Jersey? The weather was cool and far from beachy, but we strolled around the capital of St Helier and took buses to some of the tourist spots, including the infamous tunnels complex blasted out of rock during the wartime Nazi occupation.

So we were not sorry to leave – a voyage delayed by a rough English Channel causing the abandonment of one ferry sailing.

Consequently the next one, hours later, was packed and the sea was still rough. Then came the long drive back to Yarmouth.

We discussed the missing case scenario umpteen times, concluding that there was no way it had been inadvertently left between our taxi drop-off point and the parked coach: I would have bumped into it after paying the cabbie, we would have seen it even in the dark from the parked coach as we awaited our fellow passengers, and they would have spotted it or even tripped over it as they joined us on board.

So, we agreed, it must have stayed in the taxi boot, the driver heading off, later discovering the case and surreptitiously returning it to the coach station, leaving it as though it had been there all the time.

Back home, we went to the Yarmouth taxi firm, which showed us on screen the tracker record of all the vehicle’s journeys that night, from the pick-up at Peggotty’s Hut to the time the driver logged off. He never returned to the coach station or stopped there.

I still had doubts and, in an inspired moment, sought the help of the Yarmouth town centre community safety CCTV system, asking if our saga was filmed. Operations manager John Pond willingly trawled through hours of film recorded in those wee small hours – and cracked the problem.

Yes, you guessed it: it was my fault! I ought to have seen our case and picked it up as the taxi left, but I did not spot it in the dark, assuming it was already safely on the coach. And journalism tutors always instruct trainees: “Never assume!”

There, on film, was our taxi depositing us and departing at 3.28am, leaving the case standing near railings at the drop-off point. By 6.20am, in broad daylight, it was still there untouched, the label blowing in the breeze.

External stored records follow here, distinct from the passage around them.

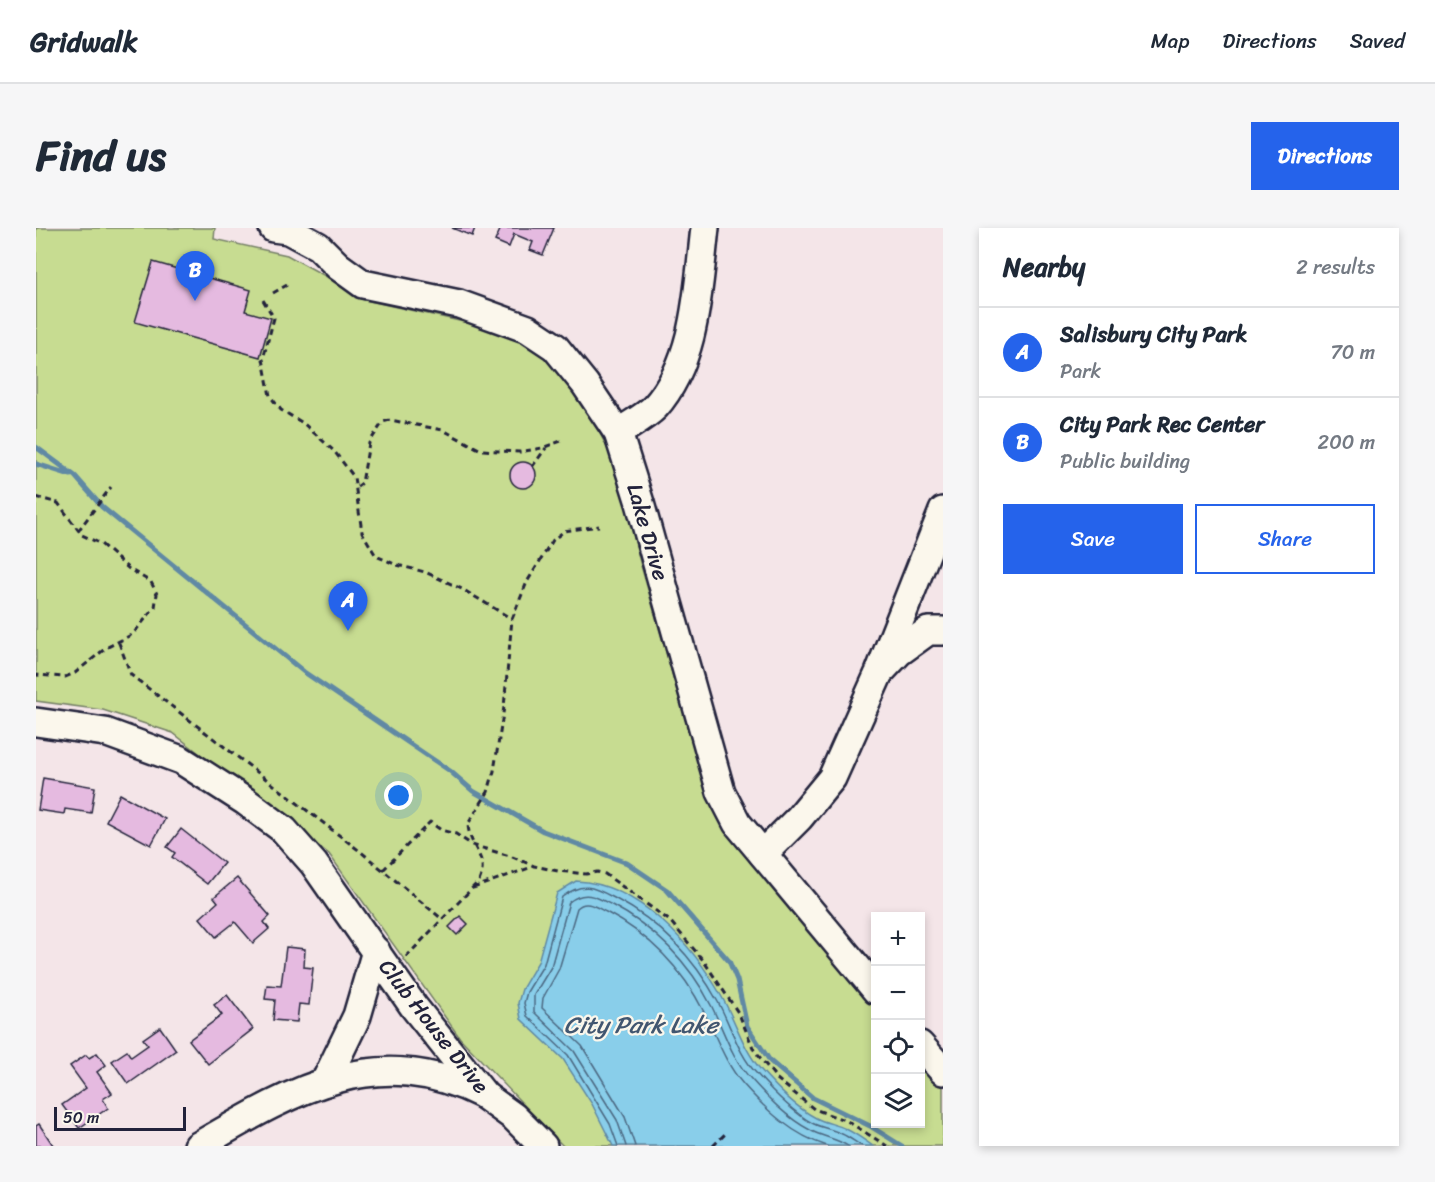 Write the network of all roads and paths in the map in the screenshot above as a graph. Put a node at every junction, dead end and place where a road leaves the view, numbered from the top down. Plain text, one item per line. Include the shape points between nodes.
1 (273, 228) edge
2 (705, 228) edge
3 (319, 237) edge
4 (287, 285) dead end
5 (273, 293) dead end
6 (263, 300) dead end
7 (618, 433) junction
8 (561, 441) dead end
9 (547, 446) junction
10 (532, 467) dead end
11 (111, 487) dead end
12 (357, 488) junction
13 (36, 497) edge
14 (943, 510) edge
15 (599, 526) dead end
16 (78, 531) junction
17 (512, 619) junction
18 (943, 631) edge
19 (119, 643) junction
20 (879, 673) junction
21 (36, 675) edge
22 (36, 722) edge
23 (472, 845) junction
24 (763, 854) junction
25 (534, 866) junction
26 (383, 870) junction
27 (472, 888) junction
28 (442, 920) junction
29 (376, 951) junction
30 (390, 974) junction
31 (871, 984) edge
32 (925, 1050) edge
33 (943, 1071) edge
34 (325, 1082) junction
35 (485, 1096) junction
36 (726, 1133) dead end
37 (198, 1146) edge
38 (543, 1146) edge
39 (713, 1146) edge
40 (886, 1146) edge

1 - 3 street, Lake Drive
2 - 7 street via 696,303 682,363 654,408
3 - 7 street, Lake Drive via 338,266 363,284 459,304 528,329 555,346
4 - 5 path
6 - 12 path via 274,318 263,359 270,396 281,410 303,423 334,451 354,477
7 - 24 street, Lake Drive via 721,792 737,823
8 - 9 path
9 - 10 path
9 - 12 path via 520,452 481,450 434,427 390,420 383,422 369,443 362,483
11 - 16 path
12 - 17 path via 362,532 376,556 425,572
13 - 16 path via 58,503
14 - 20 street
15 - 17 path via 564,531 553,540 527,582
16 - 19 path via 151,582 157,594 155,607 134,634
17 - 23 path via 504,707 488,792 468,824
18 - 20 street via 928,631
19 - 21 path via 106,648 75,673 64,677
19 - 26 path via 132,675
20 - 24 street via 832,778
22 - 29 street via 105,732 141,743 181,759 245,801 284,830 314,864
23 - 25 path
23 - 26 path via 430,822
23 - 27 path via 483,861 483,871
24 - 31 street, Lake Drive
25 - 27 path
25 - 40 path via 605,874 646,902 704,960 739,1014 754,1050 777,1079 814,1109 847,1121
26 - 28 path
27 - 28 path
28 - 30 path
29 - 30 street, Club House Drive
29 - 34 street, Club House Drive via 357,1017
30 - 35 street, Club House Drive
32 - 33 street
34 - 35 street via 368,1073 417,1072 452,1080
34 - 37 street via 271,1103
35 - 38 street, Club House Drive via 514,1117
36 - 39 path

Eight minutes later a young woman read the label, probably the person who phoned us on the coach. As the coach station was still unmanned, she had to leave the case there. It was in full view of Nelson Road North and workers and children waiting for transport. Two or three people approached it but nobody moved it. At 9.27am it was taken into safe custody by Brian Geary.

So, for six hours, no-one reacted to it, apart from the kind woman who rang us on the coach.

We were lucky that in these days of awareness of terrorist activities that our case was not blown up as a suspicious object!

I was reminded of all this when I read in the Mercury recently that John Pond, a former police officer, had retired after serving in that Yarmouth CCTV control room for its entire 12-year existence, latterly monitoring 63 cameras recording round the clock non-stop.

As he assured me: “They’re not just for crime but are also there for safety and security.”

Thank you, John. They certainly helped to solve our mystery.